Bilans mijającego roku, który dobiega końca

Fot. Grzegorz Gałązka/galazka.deon.pl
Libreria Editrice Vaticana

Księża Kardynałowie,

czcigodni Bracia w biskupstwie i kapłaństwie,

szanowni Przedstawiciele władz,

drodzy Bracia i Siostry!

DEON.PL POLECA


Dziękuję wam wszystkim za to, że zechcieliście uczestniczyć w tej liturgii na zakończenie roku Pańskiego 2012. Ta «godzina» jest szczególnie ważna i staje się niejako podsumowaniem wszystkich godzin dobiegającego końca roku. Serdecznie witam księży kardynałów, biskupów, kapłanów, osoby konsekrowane i wiernych świeckich, szczególnie tych, którzy reprezentują wspólnoty kościelne Rzymu. Szczególnie witam obecne wśród nas władze, począwszy od burmistrza miasta, któremu dziękuję, że zechciał włączyć się w tę chwilę modlitwy dziękczynnej do Boga.

Te Deum, które wznosimy do Pana tego wieczoru, na zakończenie roku kalendarzowego, jest hymnem dziękczynnym, rozpoczynającym się słowami chwały — «Ciebie, Boga, wysławiamy, Tobie Panu wieczna chwała» — a kończy się wyznaniem ufności — «W Tobie, Panie, zaufałem, nie zawstydzę się na wieki». Niezależnie od tego, jak się potoczył ten rok, czy był łatwy, czy trudny, bezowocny czy obfitujący w sukcesy, my składamy dzięki Bogu.
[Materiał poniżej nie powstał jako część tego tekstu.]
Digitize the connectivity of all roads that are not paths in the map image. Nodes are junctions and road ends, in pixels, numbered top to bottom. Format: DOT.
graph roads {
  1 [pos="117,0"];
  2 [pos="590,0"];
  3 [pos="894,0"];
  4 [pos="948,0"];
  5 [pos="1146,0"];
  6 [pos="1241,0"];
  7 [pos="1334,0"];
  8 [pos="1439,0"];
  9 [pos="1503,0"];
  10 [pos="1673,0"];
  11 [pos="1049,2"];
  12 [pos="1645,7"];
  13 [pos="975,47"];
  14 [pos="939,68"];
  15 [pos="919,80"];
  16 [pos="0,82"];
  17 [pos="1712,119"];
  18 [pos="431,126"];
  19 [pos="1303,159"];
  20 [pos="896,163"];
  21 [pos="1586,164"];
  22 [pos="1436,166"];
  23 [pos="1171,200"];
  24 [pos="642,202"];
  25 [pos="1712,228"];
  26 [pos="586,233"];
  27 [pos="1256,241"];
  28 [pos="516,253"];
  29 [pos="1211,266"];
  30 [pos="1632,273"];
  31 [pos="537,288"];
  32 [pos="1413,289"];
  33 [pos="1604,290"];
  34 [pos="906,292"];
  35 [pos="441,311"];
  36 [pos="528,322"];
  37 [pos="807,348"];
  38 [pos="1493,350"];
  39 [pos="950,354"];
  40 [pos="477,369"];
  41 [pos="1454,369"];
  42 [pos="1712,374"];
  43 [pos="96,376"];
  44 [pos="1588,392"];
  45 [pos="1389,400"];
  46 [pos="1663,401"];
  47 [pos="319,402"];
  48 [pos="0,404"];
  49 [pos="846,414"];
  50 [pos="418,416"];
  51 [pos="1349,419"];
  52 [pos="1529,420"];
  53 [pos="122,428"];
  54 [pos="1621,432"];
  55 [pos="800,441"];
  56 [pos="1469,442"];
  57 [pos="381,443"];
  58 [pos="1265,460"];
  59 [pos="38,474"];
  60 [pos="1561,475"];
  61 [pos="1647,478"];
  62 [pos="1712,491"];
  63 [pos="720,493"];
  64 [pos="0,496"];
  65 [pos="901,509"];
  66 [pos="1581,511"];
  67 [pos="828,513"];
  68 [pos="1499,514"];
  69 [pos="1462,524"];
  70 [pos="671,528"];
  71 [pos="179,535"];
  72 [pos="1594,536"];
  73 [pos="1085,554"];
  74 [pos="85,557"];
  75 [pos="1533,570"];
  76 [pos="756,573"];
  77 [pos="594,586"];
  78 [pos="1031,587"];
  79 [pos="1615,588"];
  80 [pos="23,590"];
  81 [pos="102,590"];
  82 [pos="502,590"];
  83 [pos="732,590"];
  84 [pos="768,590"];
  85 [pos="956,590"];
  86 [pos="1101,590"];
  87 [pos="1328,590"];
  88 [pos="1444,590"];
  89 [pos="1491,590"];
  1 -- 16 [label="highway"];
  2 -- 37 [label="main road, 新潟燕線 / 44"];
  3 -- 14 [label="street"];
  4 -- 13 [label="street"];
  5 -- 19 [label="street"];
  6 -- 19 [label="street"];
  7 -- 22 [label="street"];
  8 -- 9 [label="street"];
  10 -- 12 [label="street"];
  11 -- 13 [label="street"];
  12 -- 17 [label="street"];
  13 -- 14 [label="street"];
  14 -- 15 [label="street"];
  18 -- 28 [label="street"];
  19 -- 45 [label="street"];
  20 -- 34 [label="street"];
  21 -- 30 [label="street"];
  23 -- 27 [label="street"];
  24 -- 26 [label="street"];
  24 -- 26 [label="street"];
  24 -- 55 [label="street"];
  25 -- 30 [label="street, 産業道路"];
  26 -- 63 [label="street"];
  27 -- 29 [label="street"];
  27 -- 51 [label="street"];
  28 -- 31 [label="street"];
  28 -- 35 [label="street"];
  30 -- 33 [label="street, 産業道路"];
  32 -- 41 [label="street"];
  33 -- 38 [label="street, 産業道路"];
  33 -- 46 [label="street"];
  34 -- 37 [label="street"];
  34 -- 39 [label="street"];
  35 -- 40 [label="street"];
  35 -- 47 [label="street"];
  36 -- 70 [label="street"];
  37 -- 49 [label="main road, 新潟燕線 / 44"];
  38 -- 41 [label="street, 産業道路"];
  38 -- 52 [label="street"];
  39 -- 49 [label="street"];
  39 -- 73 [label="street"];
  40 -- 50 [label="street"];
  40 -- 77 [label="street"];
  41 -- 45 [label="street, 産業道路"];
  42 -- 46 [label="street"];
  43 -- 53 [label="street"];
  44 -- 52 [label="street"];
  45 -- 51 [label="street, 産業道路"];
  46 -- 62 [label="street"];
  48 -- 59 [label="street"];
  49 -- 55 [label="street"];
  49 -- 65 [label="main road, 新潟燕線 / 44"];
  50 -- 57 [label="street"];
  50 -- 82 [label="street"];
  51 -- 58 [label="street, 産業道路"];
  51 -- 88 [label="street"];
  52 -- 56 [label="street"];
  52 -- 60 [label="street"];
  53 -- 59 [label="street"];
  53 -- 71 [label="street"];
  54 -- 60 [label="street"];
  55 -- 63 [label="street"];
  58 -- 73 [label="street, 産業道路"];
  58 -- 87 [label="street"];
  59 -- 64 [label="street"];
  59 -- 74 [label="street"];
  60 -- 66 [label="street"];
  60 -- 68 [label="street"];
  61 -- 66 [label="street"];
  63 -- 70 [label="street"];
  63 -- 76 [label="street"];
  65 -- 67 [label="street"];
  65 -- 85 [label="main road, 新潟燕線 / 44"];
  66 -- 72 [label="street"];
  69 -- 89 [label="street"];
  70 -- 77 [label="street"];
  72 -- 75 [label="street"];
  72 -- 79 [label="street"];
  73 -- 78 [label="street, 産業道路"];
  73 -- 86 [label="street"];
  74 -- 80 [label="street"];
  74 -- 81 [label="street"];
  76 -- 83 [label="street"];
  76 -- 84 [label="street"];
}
W Te Deum bowiem zawiera się głęboka mądrość, mądrość, która skłania nas do powiedzenia, że mimo wszystko w świecie istnieje dobro, i to dobro zwycięży, dzięki Bogu — Bogu Jezusa Chrystusa, który się wcielił, umarł i zmartwychwstał. Niekiedy trudno jest zapewne dostrzec tę głęboką rzeczywistość, ponieważ zło czyni więcej hałasu aniżeli dobro; informuje się o okrutnych zabójstwach, szerzącej się przemocy, wielkich niesprawiedliwościach; natomiast często pozostają w cieniu, nie są zauważane gesty miłości i służby, znoszenie codziennego trudu z wiernością i cierpliwością.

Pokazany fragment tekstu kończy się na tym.